AUSTIN, Texas — Everett Henderson's job keeps him connected with his computer. But, he's more at home on a 100-year-old typewriter.

He turned his garage into a workstation in order to restore the old machines. Henderson owns more than 100 typewriters, many of them from the 1920s. 

"I often will pull them completely apart. I'll find people's fingerprints on the inside from when they painted it. Somebody left with black paint from the factory that day and it's still here. There's something about that," said Henderson.

He says there's also something about the feel of an old typewriter that today's electronic keyboards don't have. But Henderson hasn't tossed his computer just yet. He uses it to connect with others who also share a love for typewriters.

"I thought I was the one weird guy over here collecting typewriters. I've found a whole group of people collecting typewriters in Dallas, Austin and Houston," said Henderson.

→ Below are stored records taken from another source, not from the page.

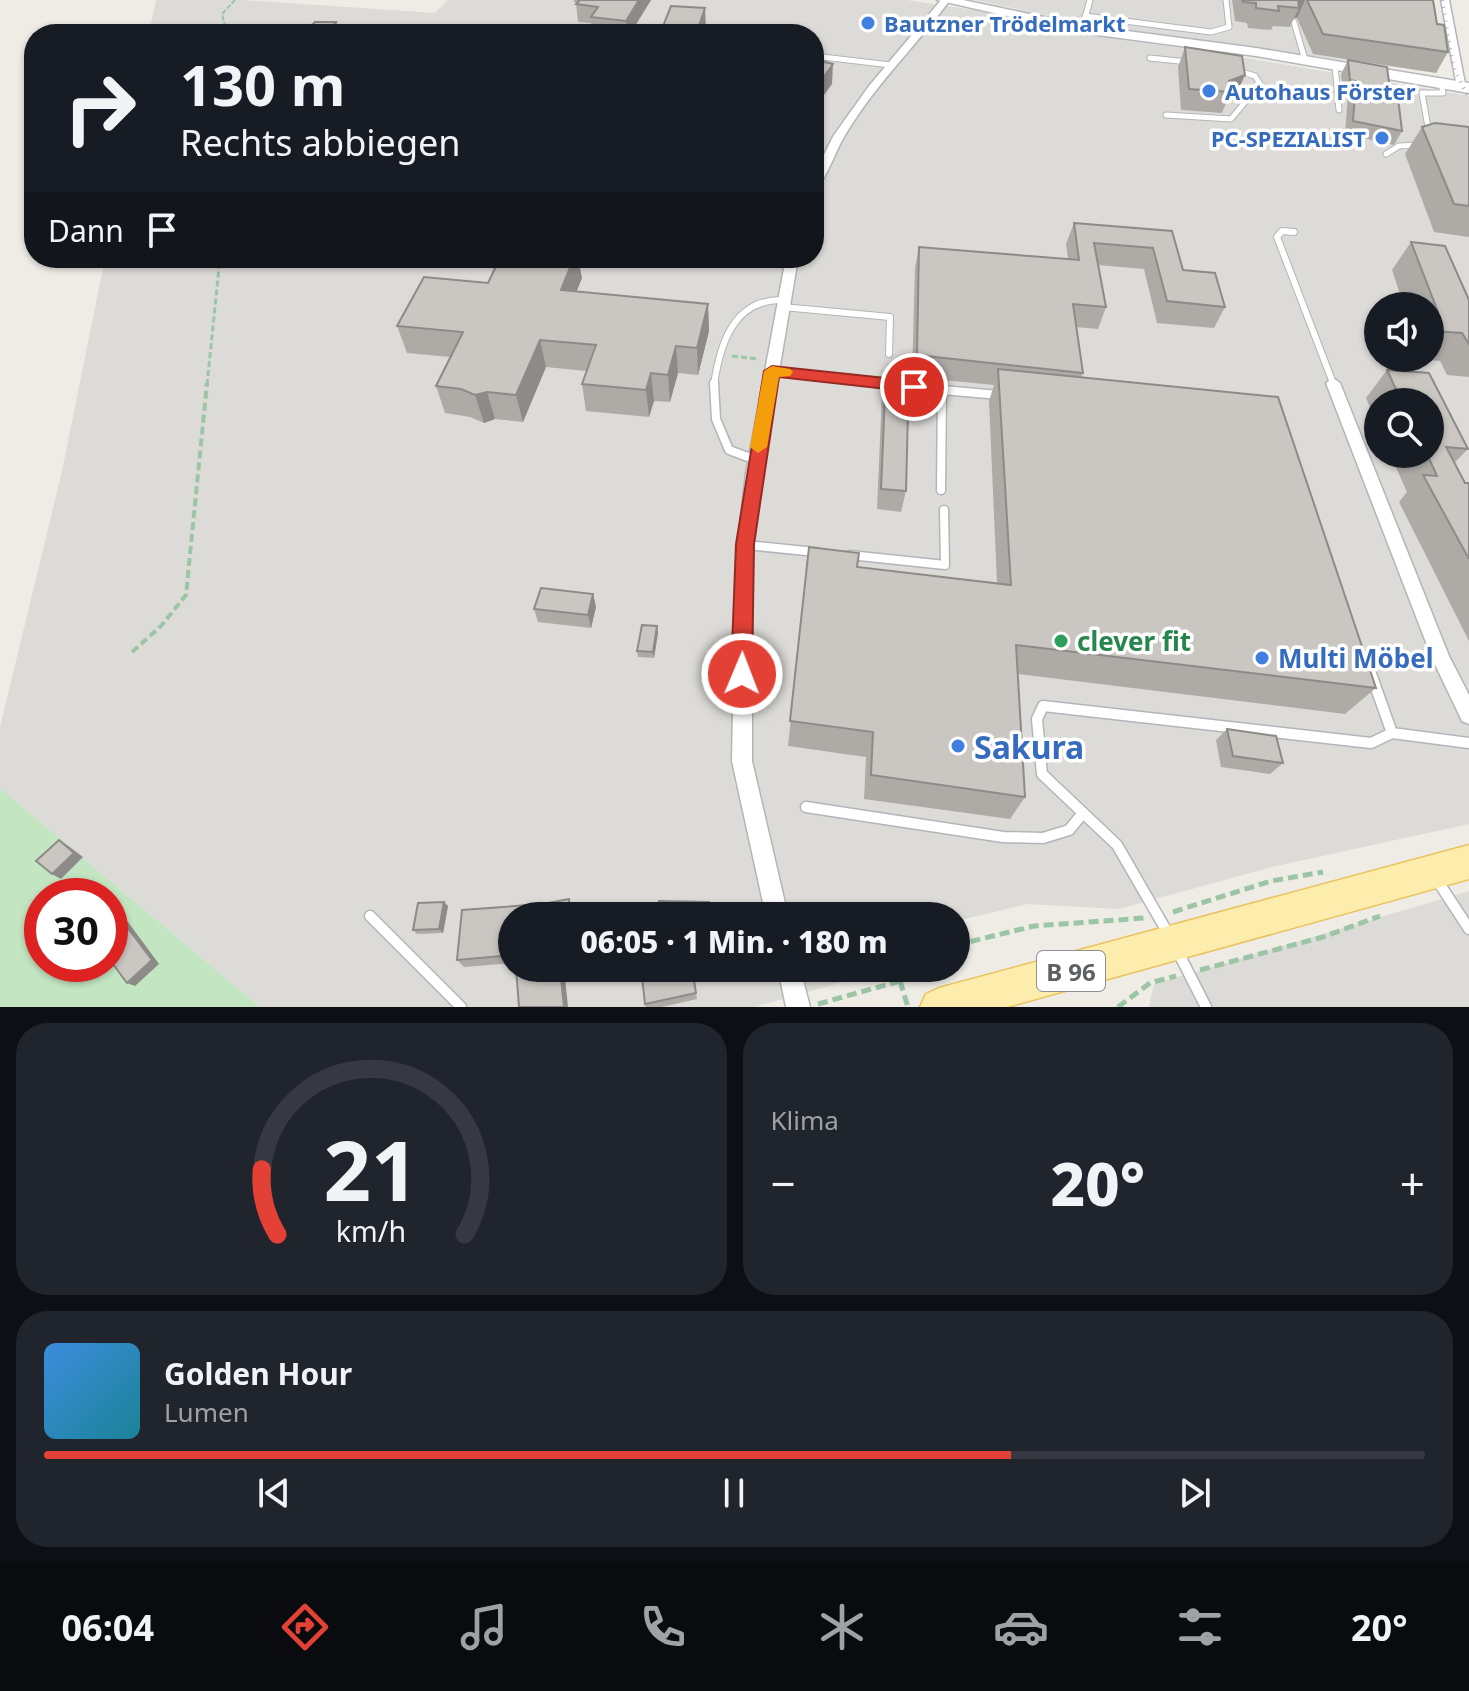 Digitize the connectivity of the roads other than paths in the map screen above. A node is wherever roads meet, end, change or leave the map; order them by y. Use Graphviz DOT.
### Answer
graph roads {
  1 [pos="945,0"];
  2 [pos="1090,0"];
  3 [pos="1226,0"];
  4 [pos="1445,0"];
  5 [pos="1084,22"];
  6 [pos="1294,22"];
  7 [pos="824,58"];
  8 [pos="1150,58"];
  9 [pos="1305,60"];
  10 [pos="1191,63"];
  11 [pos="891,65"];
  12 [pos="1335,65"];
  13 [pos="1231,69"];
  14 [pos="1441,83"];
  15 [pos="1465,88"];
  16 [pos="1339,110"];
  17 [pos="1166,115"];
  18 [pos="1386,154"];
  19 [pos="824,168"];
  20 [pos="1294,232"];
  21 [pos="790,268"];
  22 [pos="783,304"];
  23 [pos="889,354"];
  24 [pos="772,366"];
  25 [pos="1333,383"];
  26 [pos="942,390"];
  27 [pos="1004,395"];
  28 [pos="756,460"];
  29 [pos="941,490"];
  30 [pos="944,510"];
  31 [pos="745,544"];
  32 [pos="822,552"];
  33 [pos="837,554"];
  34 [pos="1360,643"];
  35 [pos="1469,715"];
  36 [pos="1392,733"];
  37 [pos="1469,743"];
  38 [pos="806,807"];
  39 [pos="1083,813"];
  40 [pos="1469,862"];
  41 [pos="1432,872"];
  42 [pos="774,902"];
  43 [pos="370,916"];
  44 [pos="1469,929"];
  45 [pos="1173,944"];
  46 [pos="792,982"];
  47 [pos="461,1007"];
  48 [pos="798,1007"];
  49 [pos="939,1007"];
  50 [pos="1206,1007"];
  1 -- 5 [label="main road"];
  1 -- 11 [label="street"];
  2 -- 5 [label="lane"];
  3 -- 5 [label="lane"];
  4 -- 15 [label="street"];
  5 -- 9 [label="main road"];
  6 -- 9 [label="lane"];
  7 -- 11 [label="lane"];
  8 -- 10 [label="lane"];
  9 -- 12 [label="main road"];
  11 -- 19 [label="street"];
  12 -- 14 [label="main road"];
  12 -- 16 [label="lane"];
  13 -- 17 [label="lane"];
  14 -- 15 [label="main road"];
  14 -- 18 [label="lane"];
  20 -- 25 [label="lane"];
  21 -- 22 [label="street"];
  22 -- 23 [label="lane"];
  22 -- 24 [label="street"];
  22 -- 28 [label="lane"];
  24 -- 26 [label="lane"];
  24 -- 28 [label="street"];
  25 -- 35 [label="street"];
  26 -- 27 [label="lane"];
  26 -- 29 [label="lane"];
  28 -- 31 [label="street"];
  30 -- 33 [label="lane"];
  31 -- 32 [label="lane"];
  31 -- 42 [label="street"];
  34 -- 36 [label="lane"];
  36 -- 37 [label="lane"];
  36 -- 39 [label="lane"];
  38 -- 39 [label="lane"];
  39 -- 45 [label="lane"];
  40 -- 41 [label="main road, B 96"];
  41 -- 44 [label="lane"];
  41 -- 45 [label="main road, B 96"];
  43 -- 47 [label="lane"];
  45 -- 49 [label="main road, B 96"];
  45 -- 50 [label="lane"];
  46 -- 48 [label="street"];
} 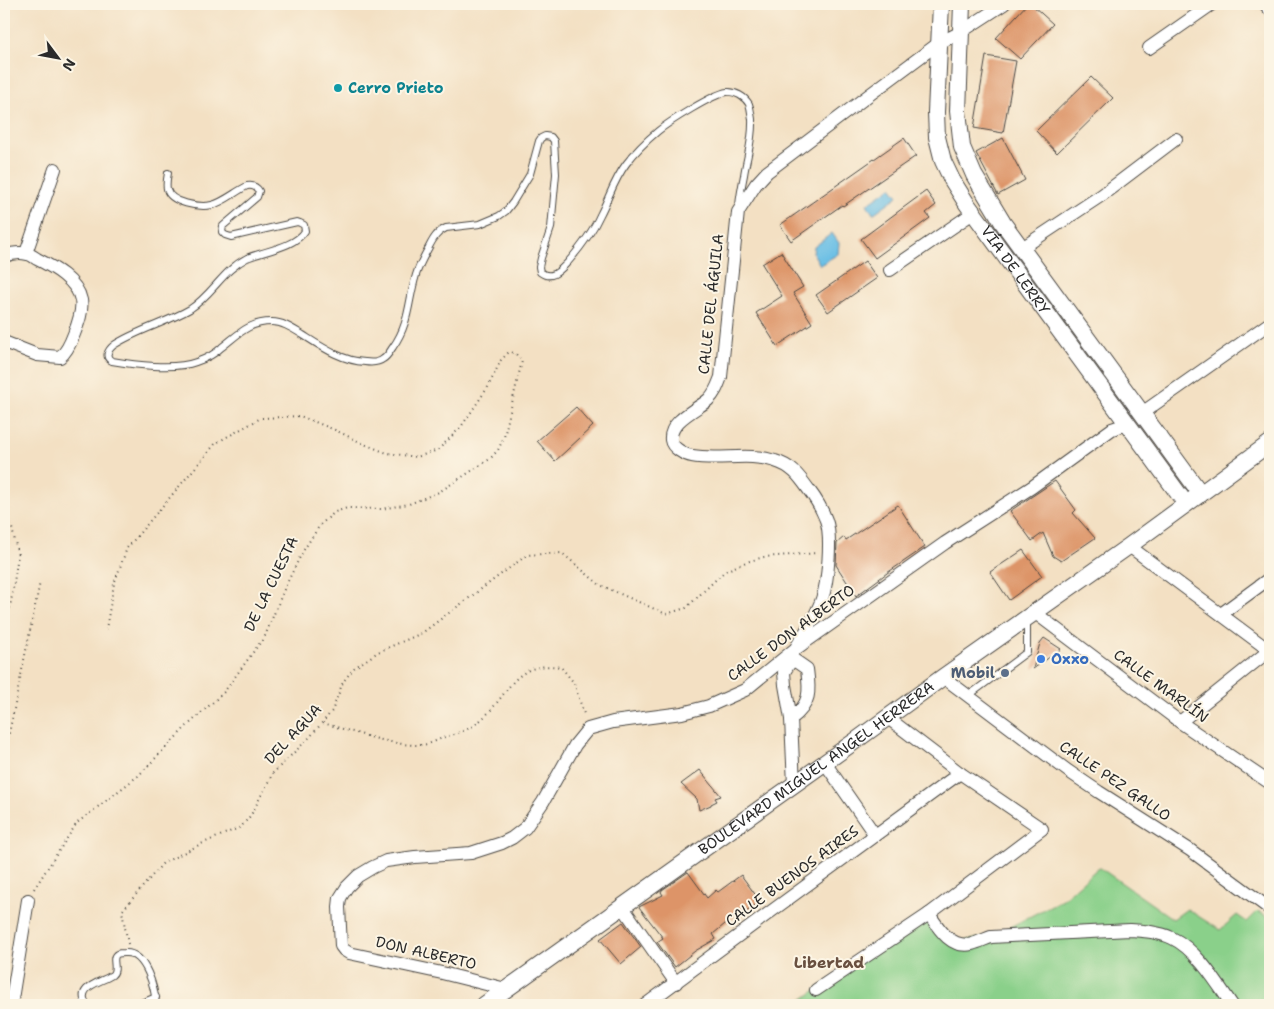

He, along with fellow collector David Torres, started a group called Austin Typewriter, Ink. They help spread the love of old typewriters with type-ins. That's where people gather in a room filled with typewriters for them to try out. 

"We want you to touch them. We want you to put your hands on them. We want you to experience that tactile feel, that sound you hear, the clickity-clack. Its just an amazing thing. There's something about ink on paper. You can keep it forever," said Torres.